Que des salles de conférences et des amphithéâtres soient désertés quand on y traite de connaissances en dehors des cours. Les organisateurs de telles rencontres ne se sont jamais mépris sur la nature des étudiants : il n’y a que l’aspect de « l’ici et maintenant » qui les passionne. C’est pourquoi, en désespoir de cause, ils n’ont pas accusé de temps pour se créer une ruse : sur les affiches, est souvent mis en évidence « il y aura cocktail » pour susciter les affluences.
Plusieurs périphrases se sont bousculées dans ma tête pour qualifier cette rupture dans la longue marche de l’UGB. Je résistai d’abord à celle-ci : la mort de l’étudiant. Ensuite, une autre me tenta : la fin d’un mythe. Et enfin, je décidai ce titre: de l’étudiant modèle au modèle d’étudiant.
Quand je pense à ce qu’était Sanar en 1990, et à ce qu’est devenu Sanar 20 ans après, l’envie de vivre au présent me fuit. Mon esprit s’affaisse à force de constats amers, de regrets et d’incessantes « pérégrinations » entre le passé et le présent. Qui n’aurait pas voulu, par un coup de baguette magique divine, que le temps soit reculé, que le futur soit supprimé, pour que la vie soit éternellement fixée sur cette année 1990 ? Ce serait surement le vœu le plus fou, formulable pourtant par des esprits les plus sains de chez nous. Car on ne peut pas détester le bien en se défendant d’être bien, ni détester le bien et idolâtrer le mal.

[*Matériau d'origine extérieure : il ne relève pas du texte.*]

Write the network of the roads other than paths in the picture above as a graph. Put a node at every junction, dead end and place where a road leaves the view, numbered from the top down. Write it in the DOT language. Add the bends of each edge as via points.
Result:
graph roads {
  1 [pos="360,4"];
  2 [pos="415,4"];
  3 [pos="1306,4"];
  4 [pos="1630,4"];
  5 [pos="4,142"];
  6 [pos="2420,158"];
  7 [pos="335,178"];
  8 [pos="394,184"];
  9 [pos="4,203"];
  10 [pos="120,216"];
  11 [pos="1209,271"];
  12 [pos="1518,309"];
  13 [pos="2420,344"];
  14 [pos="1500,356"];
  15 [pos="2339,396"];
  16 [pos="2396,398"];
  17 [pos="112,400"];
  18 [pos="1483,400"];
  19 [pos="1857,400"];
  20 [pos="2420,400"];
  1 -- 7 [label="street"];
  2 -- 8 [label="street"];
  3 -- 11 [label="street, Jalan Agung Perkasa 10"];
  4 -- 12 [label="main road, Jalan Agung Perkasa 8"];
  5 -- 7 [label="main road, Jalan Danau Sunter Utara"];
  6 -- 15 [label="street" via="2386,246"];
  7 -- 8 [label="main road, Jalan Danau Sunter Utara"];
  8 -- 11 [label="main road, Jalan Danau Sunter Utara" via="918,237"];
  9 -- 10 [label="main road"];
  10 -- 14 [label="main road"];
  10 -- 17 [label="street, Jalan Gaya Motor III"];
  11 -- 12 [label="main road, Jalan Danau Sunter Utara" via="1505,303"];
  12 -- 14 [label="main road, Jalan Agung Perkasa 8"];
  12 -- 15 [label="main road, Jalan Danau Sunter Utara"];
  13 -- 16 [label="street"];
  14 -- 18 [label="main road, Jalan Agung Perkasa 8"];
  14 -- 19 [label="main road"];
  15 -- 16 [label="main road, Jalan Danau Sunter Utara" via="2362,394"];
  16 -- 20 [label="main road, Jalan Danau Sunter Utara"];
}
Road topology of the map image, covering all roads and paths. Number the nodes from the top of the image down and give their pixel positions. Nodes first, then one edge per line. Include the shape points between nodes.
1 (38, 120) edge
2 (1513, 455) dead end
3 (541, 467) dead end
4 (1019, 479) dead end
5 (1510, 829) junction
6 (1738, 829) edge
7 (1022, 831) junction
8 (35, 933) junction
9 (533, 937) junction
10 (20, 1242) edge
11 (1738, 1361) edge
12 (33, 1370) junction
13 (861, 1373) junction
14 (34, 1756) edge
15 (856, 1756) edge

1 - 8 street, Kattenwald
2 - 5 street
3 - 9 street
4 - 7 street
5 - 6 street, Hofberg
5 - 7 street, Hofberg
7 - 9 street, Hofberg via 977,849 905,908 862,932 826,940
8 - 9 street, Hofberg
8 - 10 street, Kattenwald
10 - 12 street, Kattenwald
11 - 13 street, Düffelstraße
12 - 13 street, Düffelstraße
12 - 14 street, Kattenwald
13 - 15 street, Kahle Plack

Sur les ruines de l’étudiant modèle, se construit un nouveau modèle d’étudiant. Vous n’avez qu’à ouvrir les yeux et tendre les oreilles pour vous rendre à l’évidence. Par quel moyen ? Je ne sais pas, mais surement à l’évidence, vous allez vous rendre chers lecteurs.
Le modèle d’étudiant que le mauvais temps expérimente chez nous est celui qu’aucune question sociale n’interpelle en dehors de l’UGB. Il n’a aucun commentaire ou avis à donner sur la marche du monde. Pire, il n’esquisse aucune idée pour la freiner ou l’obliger à bifurquer de sa trajectoire. C’est ce blasement, cette rare « qualité » dont seul l’étudiant de Sanar est doté, qui s’appelle « excellence ». Ne t’offusque pas de n’en être point attribué cher lecteur, la nature distribue très injustement ce rarissime don du ciel !

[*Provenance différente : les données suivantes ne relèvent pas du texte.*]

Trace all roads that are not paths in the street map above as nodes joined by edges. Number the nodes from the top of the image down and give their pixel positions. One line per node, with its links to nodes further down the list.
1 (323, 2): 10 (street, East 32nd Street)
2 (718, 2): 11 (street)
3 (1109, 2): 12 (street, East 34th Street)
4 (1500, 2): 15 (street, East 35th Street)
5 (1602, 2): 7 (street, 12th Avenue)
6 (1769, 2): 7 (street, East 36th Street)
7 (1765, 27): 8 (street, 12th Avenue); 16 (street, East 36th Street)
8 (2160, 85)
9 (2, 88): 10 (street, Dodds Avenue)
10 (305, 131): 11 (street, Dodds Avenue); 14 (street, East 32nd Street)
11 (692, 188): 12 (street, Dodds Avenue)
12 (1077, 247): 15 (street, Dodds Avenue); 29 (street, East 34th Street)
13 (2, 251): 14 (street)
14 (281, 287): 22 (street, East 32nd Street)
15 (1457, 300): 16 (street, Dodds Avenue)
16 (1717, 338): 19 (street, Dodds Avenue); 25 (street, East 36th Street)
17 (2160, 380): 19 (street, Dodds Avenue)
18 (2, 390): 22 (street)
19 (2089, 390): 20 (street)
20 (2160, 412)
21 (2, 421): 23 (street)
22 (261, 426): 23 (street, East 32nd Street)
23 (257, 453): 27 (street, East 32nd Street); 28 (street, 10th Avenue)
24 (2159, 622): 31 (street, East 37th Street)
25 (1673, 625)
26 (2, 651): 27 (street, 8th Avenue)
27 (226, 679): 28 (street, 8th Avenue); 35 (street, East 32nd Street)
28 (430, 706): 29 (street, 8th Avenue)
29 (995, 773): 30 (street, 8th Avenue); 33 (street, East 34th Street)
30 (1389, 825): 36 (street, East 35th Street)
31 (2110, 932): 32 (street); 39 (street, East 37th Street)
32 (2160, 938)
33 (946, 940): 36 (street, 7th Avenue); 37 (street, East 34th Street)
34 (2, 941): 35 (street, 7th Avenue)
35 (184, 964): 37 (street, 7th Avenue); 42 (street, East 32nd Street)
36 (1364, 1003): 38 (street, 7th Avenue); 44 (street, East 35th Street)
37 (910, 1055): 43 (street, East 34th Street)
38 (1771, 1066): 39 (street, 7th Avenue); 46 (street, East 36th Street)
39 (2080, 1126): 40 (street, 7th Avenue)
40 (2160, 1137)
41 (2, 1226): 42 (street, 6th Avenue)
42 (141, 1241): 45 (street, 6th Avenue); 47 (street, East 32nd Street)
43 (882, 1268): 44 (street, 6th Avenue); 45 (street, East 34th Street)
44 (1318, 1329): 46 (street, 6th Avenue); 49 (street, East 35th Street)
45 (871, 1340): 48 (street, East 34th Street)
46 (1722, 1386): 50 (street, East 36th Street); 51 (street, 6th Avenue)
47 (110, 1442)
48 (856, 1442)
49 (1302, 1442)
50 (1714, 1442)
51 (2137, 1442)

Malheur à nos anciens camarades de l’UGB. Ils s’en sont allés pour ne plus revenir de leur étonnement : nous sommes à l’heure de l’étudiant programmé. C’est celui là dont l’esprit est « amarré » sur ses cours, qui ne s’occupe que de ça, du travail en classe ! C’est celui là qu’on n’arrive plus à identifier aux braves hommes qui veillent devant l’entrée des restos ! Car eux aussi, s’habillent en « costumes-cravates », roulent les « r », martèlent les « bonjour », « bonne journée » et les « bonsoir », Ils vous parlent un Français irréprochable en inclinant leurs lunettes sur la presse du jour. Décidément vous diriez-vous : Comment reconnaît-on l’étudiant de nos jours à Sanar ? Car l’engagement grâce auquel on l’identifiait s’est éclipsé. C’est ce que la transition de « l’étudiant modèle au modèle d’étudiant » donne. Nous sommes à l’heure de l’étudiant-spectateur.